E’ stato Valtteri Bottas a trionfare nel round di apertura della Stagione 2019 di F1. Con una prova magistrale, il #77 ha rifilato 21″ netti ad un Hamilton rimasto mutilato per via di un danno al suo fondo scalinato, che lo ha costretto a correre più sulla difensiva con un sempre presente Max Verstappen che non ad andare all’attacco nei confronti del compagno di squadra. Se Bottas è stato dunque il migliore in pista, i suoi colleghi di lavoro come si sono comportati?
VALTTERI BOTTAS – 10. Letale in partenza, costante per tutta la gara, spregiudicato quel tanto che basta per ignorare l’ordine di Wolff di non cercare il giro più veloce: Valtteri Bottas, in Australia, è stato perfetto come non lo si vedeva da tempo. Se dovesse mostrare questa tenuta mentale per tutto l’arco della stagione potrebbe rivelarsi una spina – inaspettata – nel fianco di Lewis Hamilton.
LEWIS HAMILTON – 7. La Pole con cui regola tutti sembra far presagire una domenica all’insegna del monologo del #44, ma lo slittamento in partenza gli fa perdere la leadership a favore di Bottas e da quel momento le cose si complicano.

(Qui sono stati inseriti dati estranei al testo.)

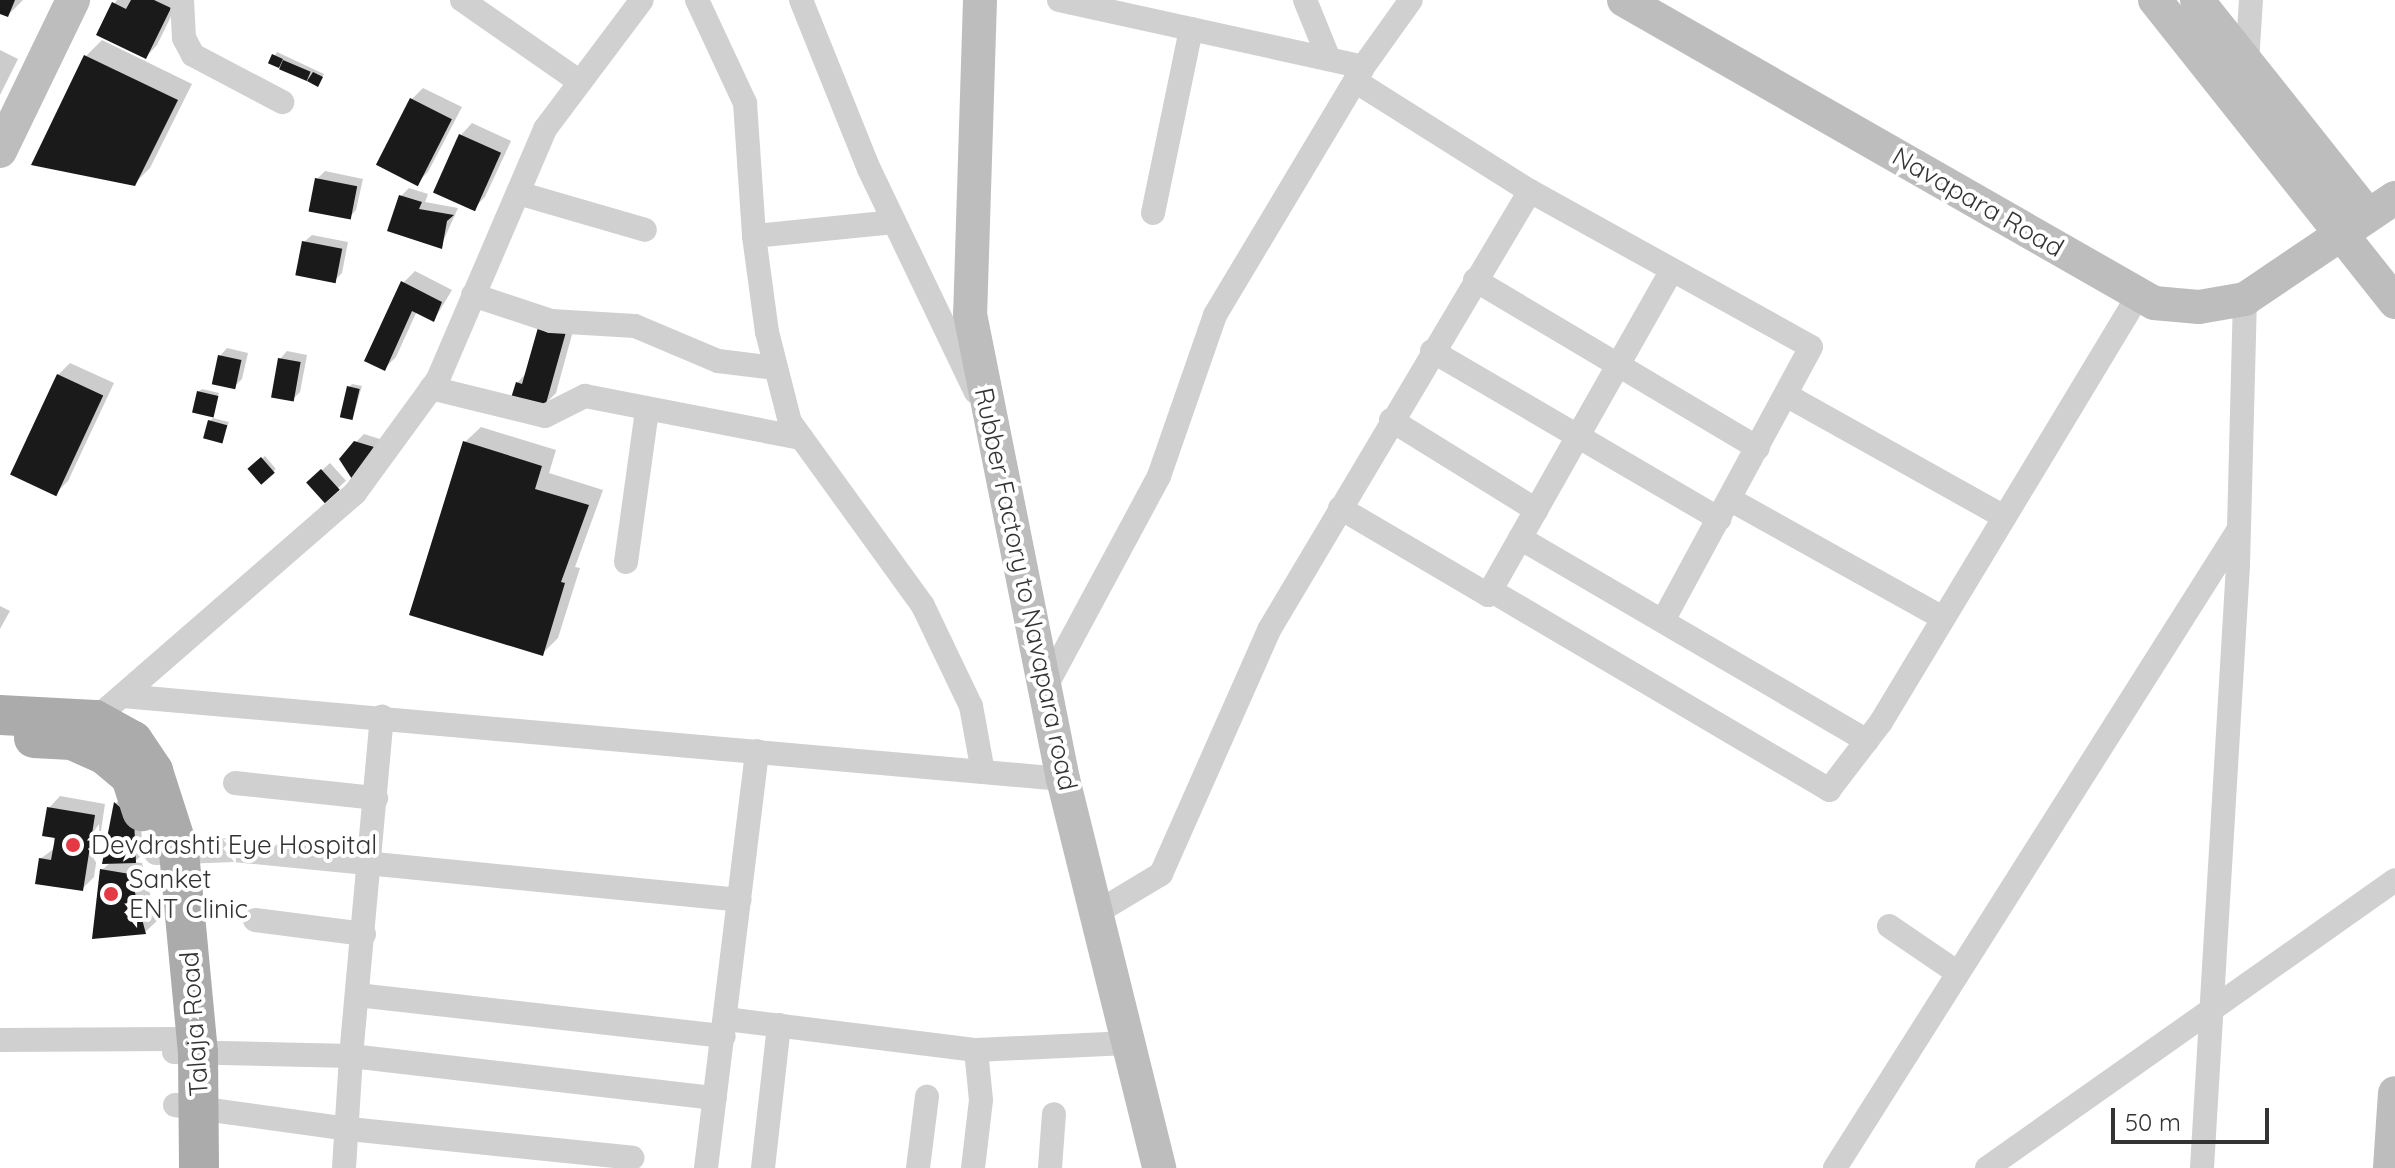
<!DOCTYPE html>
<style>
body{margin:0}
#map{position:relative;width:2395px;height:1168px;overflow:hidden;background:#fff;font-family:Quicksand,sans-serif}
div>[style]{position:absolute}
.shadow>*{inset:0;background:#0003;transform-origin:0 0}
.building>*{inset:0;background:#1a1a1a;transform-origin:0 0}
.street>*{height:24px;margin:-12px;padding:0 12px;transform-origin:12px;border-radius:12px;background:#d0d0d0}
.secondary>*{height:34px;margin:-17px;padding:0 17px;transform-origin:17px;border-radius:17px;background:#bdbdbd}
.primary>*{height:40px;margin:-20px;padding:0 20px;transform-origin:20px;border-radius:20px;background:#ababab}
.dots>*{width:22px;height:22px;translate:-50% -50%;box-sizing:border-box;border:4px solid #fff;border-radius:50%}
span{translate:-50% -50%;white-space:nowrap;text-align:center;line-height:1.15;-webkit-text-stroke:8px #fff;paint-order:stroke}
.street-label{font-size:26px;color:#333}
.poi-label{font-size:26px;color:#333}
.left{translate:0 -50%;text-align:left}
.scale{position:absolute;left:2111px;top:1108px;width:158px;height:36px;box-sizing:border-box;border:4px solid #333;border-top:0;padding-left:10px;font-size:24px;line-height:28px;white-space:nowrap;color:#333;-webkit-text-stroke:6px #fff;paint-order:stroke}
</style>
<div id="map">
<div class="shadow">
<div style="clip-path:polygon(0 0,23px 0,8px 15px,0 12px)"></div>
<div style="clip-path:polygon(117px 0,179px 0,157px 45px,146px 57px,114px 4px)"></div>
<div style="clip-path:polygon(102px 40px,192px 84px,150px 168px,134px 184px,34px 164px,86px 56px)"></div>
<div style="clip-path:polygon(0 50px,18px 59px,0 95px)"></div>
<div style="clip-path:polygon(277px 52px,324px 74px,320px 81px,317px 84px,270px 63px)"></div>
<div style="clip-path:polygon(423px 88px,462px 107px,428px 172px,417px 183px,412px 99px)"></div>
<div style="clip-path:polygon(472px 123px,511px 141px,485px 197px,473px 209px,461px 135px)"></div>
<div style="clip-path:polygon(325px 171px,363px 179px,356px 210px,349px 218px,317px 179px)"></div>
<div style="clip-path:polygon(409px 188px,428px 194px,425px 202px,458px 208px,441px 246px,401px 196px)"></div>
<div style="clip-path:polygon(312px 235px,348px 242px,342px 273px,335px 280px,304px 242px)"></div>
<div style="clip-path:polygon(415px 271px,452px 290px,434px 320px,417px 311px,396px 357px,384px 369px,403px 283px)"></div>
<div style="clip-path:polygon(576px 320px,556px 393px,544px 405px,517px 383px)"></div>
<div style="clip-path:polygon(227px 348px,248px 353px,242px 379px,235px 386px,220px 356px)"></div>
<div style="clip-path:polygon(287px 351px,307px 355px,300px 392px,292px 400px,280px 359px)"></div>
<div style="clip-path:polygon(70px 363px,114px 383px,68px 481px,57px 492px,58px 375px)"></div>
<div style="clip-path:polygon(352px 384px,362px 386px,353px 417px,349px 387px)"></div>
<div style="clip-path:polygon(202px 389px,219px 393px,211px 415px,198px 392px)"></div>
<div style="clip-path:polygon(213px 418px,229px 422px,221px 441px,210px 421px)"></div>
<div style="clip-path:polygon(481px 427px,556px 450px,549px 473px,603px 490px,575px 567px,580px 568px,558px 638px,542px 654px,465px 442px)"></div>
<div style="clip-path:polygon(364px 434px,380px 439px,363px 467px,356px 442px)"></div>
<div style="left:265px;top:456px;width:17px;height:20px;rotate:50deg"></div>
<div style="left:330px;top:463px;width:24px;height:29px;rotate:48deg"></div>
<div style="clip-path:polygon(0 606px,10px 611px,0 629px)"></div>
<div style="clip-path:polygon(60px 796px,105px 804px,94px 877px,82px 889px,40px 859px,55px 848px,49px 808px)"></div>
<div style="clip-path:polygon(123px 796px,140px 811px,143px 854px,134px 862px,142px 863px,157px 921px,145px 932px,102px 870px,111px 862px,104px 862px,116px 803px)"></div>
</div>
<div class="building">
<div style="clip-path:polygon(0 0,15px 0,8px 17px,0 14px)"></div>
<div style="clip-path:polygon(131px 0,154px 0,171px 8px,146px 59px,96px 35px,112px 2px,126px 9px)"></div>
<div style="left:272px;top:54px;width:12px;height:10px;rotate:24deg"></div>
<div style="clip-path:polygon(84px 55px,178px 100px,135px 186px,31px 165px)"></div>
<div style="left:283px;top:60px;width:30px;height:10px;rotate:23deg"></div>
<div style="clip-path:polygon(313px 72px,323px 77px,318px 87px,307px 81px)"></div>
<div style="left:410px;top:98px;width:47px;height:75px;rotate:27deg"></div>
<div style="left:459px;top:134px;width:46px;height:64px;rotate:24deg"></div>
<div style="left:315px;top:178px;width:43px;height:34px;rotate:11deg"></div>
<div style="clip-path:polygon(399px 195px,422px 202px,419px 209px,454px 215px,447px 221px,442px 249px,387px 231px)"></div>
<div style="left:302px;top:241px;width:41px;height:35px;rotate:11deg"></div>
<div style="clip-path:polygon(401px 281px,442px 302px,434px 322px,412px 311px,385px 371px,364px 361px)"></div>
<div style="clip-path:polygon(539px 324px,566px 332px,545px 407px,511px 398px,516px 382px,522px 384px)"></div>
<div style="left:218px;top:355px;width:24px;height:30px;rotate:12deg"></div>
<div style="left:278px;top:358px;width:23px;height:40px;rotate:10deg"></div>
<div style="left:57px;top:374px;width:51px;height:111px;rotate:25deg"></div>
<div style="left:347px;top:386px;width:13px;height:32px;rotate:13deg"></div>
<div style="left:197px;top:391px;width:22px;height:22px;rotate:13deg"></div>
<div style="left:208px;top:420px;width:20px;height:19px;rotate:15deg"></div>
<div style="clip-path:polygon(354px 441px,374px 447px,365px 469px,352px 479px,339px 459px)"></div>
<div style="clip-path:polygon(463px 441px,542px 466px,535px 489px,589px 505px,561px 582px,565px 583px,543px 656px,409px 615px)"></div>
<div style="left:261px;top:457px;width:21px;height:18px;rotate:49deg"></div>
<div style="left:321px;top:469px;width:28px;height:20px;rotate:48deg"></div>
<div style="clip-path:polygon(114px 802px,134px 819px,136px 863px,102px 864px)"></div>
<div style="clip-path:polygon(47px 807px,95px 815px,83px 891px,35px 884px,39px 858px,51px 860px,55px 838px,42px 836px)"></div>
<div style="clip-path:polygon(100px 869px,130px 874px,146px 934px,92px 939px)"></div>
</div>
<div class="street">
<div style="left:182px;top:0;width:38px;rotate:87deg"></div>
<div style="left:184px;top:38px;width:19px;rotate:62deg"></div>
<div style="left:193px;top:55px;width:101px;rotate:27.8deg"></div>
<div style="left:462px;top:0;width:144px;rotate:34.8deg"></div>
<div style="left:697px;top:0;width:114px;rotate:65deg"></div>
<div style="left:745px;top:103px;width:133px;rotate:86.1deg"></div>
<div style="left:754px;top:236px;width:97px;rotate:82.3deg"></div>
<div style="left:767px;top:332px;width:93px;rotate:75.7deg"></div>
<div style="left:790px;top:422px;width:227px;rotate:54.1deg"></div>
<div style="left:923px;top:606px;width:111px;rotate:64.4deg"></div>
<div style="left:971px;top:706px;width:67px;rotate:79.7deg"></div>
<div style="left:801px;top:0;width:182px;rotate:68.1deg"></div>
<div style="left:869px;top:169px;width:247px;rotate:64.4deg"></div>
<div style="left:1059px;top:0;width:311px;rotate:12.4deg"></div>
<div style="left:1363px;top:67px;width:82px;rotate:-54.4deg"></div>
<div style="left:1305px;top:0;width:64px;rotate:67.9deg"></div>
<div style="left:2247px;top:63px;width:63px;rotate:-86.4deg"></div>
<div style="left:1355px;top:81px;width:207px;rotate:32.2deg"></div>
<div style="left:1530px;top:191px;width:321px;rotate:29deg"></div>
<div style="left:1811px;top:347px;width:311px;rotate:118.4deg"></div>
<div style="left:518px;top:193px;width:132px;rotate:16.2deg"></div>
<div style="left:1153px;top:213px;width:188px;rotate:-78.3deg"></div>
<div style="left:754px;top:236px;width:141px;rotate:-5.7deg"></div>
<div style="left:1475px;top:280px;width:329px;rotate:30.7deg"></div>
<div style="left:473px;top:295px;width:82px;rotate:18.4deg"></div>
<div style="left:551px;top:321px;width:84px;rotate:3.4deg"></div>
<div style="left:635px;top:326px;width:90px;rotate:22.9deg"></div>
<div style="left:718px;top:361px;width:58px;rotate:6.9deg"></div>
<div style="left:1432px;top:351px;width:333px;rotate:30.3deg"></div>
<div style="left:431px;top:388px;width:117px;rotate:13.8deg"></div>
<div style="left:545px;top:416px;width:45px;rotate:-26.6deg"></div>
<div style="left:585px;top:396px;width:221px;rotate:11deg"></div>
<div style="left:1786px;top:395px;width:250px;rotate:29.2deg"></div>
<div style="left:1391px;top:420px;width:171px;rotate:31.8deg"></div>
<div style="left:1731px;top:500px;width:243px;rotate:29.1deg"></div>
<div style="left:1340px;top:508px;width:172px;rotate:30.4deg"></div>
<div style="left:1488px;top:595px;width:373px;rotate:-60.5deg"></div>
<div style="left:1520px;top:538px;width:402px;rotate:30.3deg"></div>
<div style="left:626px;top:562px;width:153px;rotate:-82.1deg"></div>
<div style="left:1490px;top:590px;width:394px;rotate:30.5deg"></div>
<div style="left:1829px;top:790px;width:86px;rotate:-52.6deg"></div>
<div style="left:1881px;top:722px;width:500px;rotate:-58.9deg"></div>
<div style="left:1045px;top:688px;width:241px;rotate:-61.7deg"></div>
<div style="left:1159px;top:476px;width:170px;rotate:-70.8deg"></div>
<div style="left:1215px;top:315px;width:287px;rotate:-59.1deg"></div>
<div style="left:123px;top:696px;width:944px;rotate:5.05deg"></div>
<div style="left:87px;top:726px;width:355px;rotate:-41deg"></div>
<div style="left:355px;top:493px;width:141px;rotate:-53.9deg"></div>
<div style="left:438px;top:379px;width:272px;rotate:-66.8deg"></div>
<div style="left:545px;top:129px;width:161px;rotate:-53.1deg"></div>
<div style="left:235px;top:783px;width:142px;rotate:6.1deg"></div>
<div style="left:156px;top:853px;width:78px;rotate:-2.2deg"></div>
<div style="left:234px;top:850px;width:508px;rotate:5.64deg"></div>
<div style="left:1096px;top:913px;width:76px;rotate:-31deg"></div>
<div style="left:1161px;top:874px;width:267px;rotate:-66.1deg"></div>
<div style="left:1269px;top:630px;width:511px;rotate:-59.27deg"></div>
<div style="left:255px;top:920px;width:110px;rotate:7.3deg"></div>
<div style="left:1889px;top:926px;width:83px;rotate:34.3deg"></div>
<div style="left:357px;top:995px;width:369px;rotate:6.4deg"></div>
<div style="left:726px;top:1019px;width:252px;rotate:7.1deg"></div>
<div style="left:976px;top:1050px;width:50px;rotate:84.3deg"></div>
<div style="left:981px;top:1100px;width:68px;rotate:96.7deg"></div>
<div style="left:0;top:1040px;width:174px;rotate:-0.3deg"></div>
<div style="left:976px;top:1050px;width:152px;rotate:-2.6deg"></div>
<div style="left:174px;top:1052px;width:177px;rotate:1.3deg"></div>
<div style="left:351px;top:1056px;width:341px;rotate:-84.8deg"></div>
<div style="left:175px;top:1105px;width:176px;rotate:7.9deg"></div>
<div style="left:349px;top:1129px;width:285px;rotate:5.8deg"></div>
<div style="left:344px;top:1168px;width:112px;rotate:-86.4deg"></div>
<div style="left:351px;top:1056px;width:366px;rotate:6.6deg"></div>
<div style="left:706px;top:1168px;width:420px;rotate:-83deg"></div>
<div style="left:763px;top:1168px;width:144px;rotate:-83.6deg"></div>
<div style="left:918px;top:1168px;width:72px;rotate:-82.8deg"></div>
<div style="left:1050px;top:1168px;width:54px;rotate:-85.8deg"></div>
<div style="left:1835px;top:1168px;width:752px;rotate:-57.7deg"></div>
<div style="left:1987px;top:1168px;width:499px;rotate:-35.2deg"></div>
<div style="left:2202px;top:1168px;width:604px;rotate:-86.58deg"></div>
<div style="left:2238px;top:565px;width:266px;rotate:-88.5deg"></div>
</div>
<div class="secondary">
<div style="left:980px;top:0;width:314px;rotate:91.8deg"></div>
<div style="left:970px;top:314px;width:474px;rotate:78.7deg"></div>
<div style="left:1063px;top:779px;width:401px;rotate:76.1deg"></div>
<div style="left:1624px;top:0;width:610px;rotate:29.76deg"></div>
<div style="left:2154px;top:303px;width:45px;rotate:5.1deg"></div>
<div style="left:2199px;top:307px;width:47px;rotate:-9.9deg"></div>
<div style="left:2245px;top:299px;width:181px;rotate:-34deg"></div>
<div style="left:2155px;top:0;width:386px;rotate:51.5deg"></div>
<div style="left:2197px;top:0;width:275px;rotate:51.5deg"></div>
<div style="left:0;top:151px;width:168px;rotate:-64.2deg"></div>
<div style="left:2390px;top:1168px;width:75px;rotate:-86.2deg"></div>
</div>
<div class="primary">
<div style="left:0;top:715px;width:95px;rotate:3deg"></div>
<div style="left:95px;top:720px;width:43px;rotate:28.9deg"></div>
<div style="left:133px;top:741px;width:36px;rotate:56deg"></div>
<div style="left:153px;top:771px;width:85px;rotate:72.2deg"></div>
<div style="left:179px;top:852px;width:202px;rotate:84.6deg"></div>
<div style="left:198px;top:1053px;width:115px;rotate:89.5deg"></div>
<div style="left:34px;top:738px;width:38px;rotate:3deg"></div>
<div style="left:72px;top:740px;width:35px;rotate:24deg"></div>
<div style="left:104px;top:754px;width:35px;rotate:40deg"></div>
<div style="left:131px;top:777px;width:36px;rotate:72deg"></div>
</div>
<div class="dots">
<div style="left:73px;top:845px;background:#e63946"></div>
<div style="left:111px;top:894px;background:#e63946"></div>
</div>
<div class="street-label">
<span style="left:1978px;top:202px;rotate:30deg">Navapara Road</span>
<span style="left:1026px;top:589px;rotate:78deg">Rubber Factory to Navapara road</span>
<span style="left:194px;top:1024px;rotate:-94deg">Talaja Road</span>
</div>
<div class="poi-label">
<span class="left" style="left:91px;top:845px">Devdrashti Eye Hospital</span>
<span class="left" style="left:129px;top:894px">Sanket<br>ENT Clinic</span>
</div>
<div class="scale">50 m</div>
</div>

Con il fondo rovinato per via di un passaggio troppo brusco su un cordolo non ne ha per stare con il #77, ma ha il merito di resistere con un’auto non perfetta ad un arrembante Max Verstappen.
MAX VERSTAPPEN – 8. Se non ci fosse stato Bottas l’MVP di giornata sarebbe probabilmente stato lui. Il motore Honda (finalmente) funziona, la Red Bull non mangia le gomme e lui, come sempre, ci mette del suo. Arcigna la gara, bello il sorpasso sulla Ferrari di Vettel, indemoniato e secondo solo al #77 il suo passo gara nella seconda metà del GP. Avrei voluto mettergli 9, ma quella sbavatura mentre era all’inseguimento di Hamilton ha un suo peso.
SEBASTIAN VETTEL – 6. Opaco, un po’ come la vernice della sua SF90. Dopo 8 giorni trascorsi avendo tra le mani una Ferrari reattiva, si ritrova all’Albert Park alle prese con una monoposto che forse non riconosce neppure, troppo brutta per essere vera. In crisi con le gomme (l’unico del lotto ad accusare un problema di tale entità), chiude il GP che aveva vinto per due anni consecutivi a 57″ di ritardo dal leader. E se alle sue spalle non ci fosse stato Leclerc non avrebbe neppure visto la 4^ posizione…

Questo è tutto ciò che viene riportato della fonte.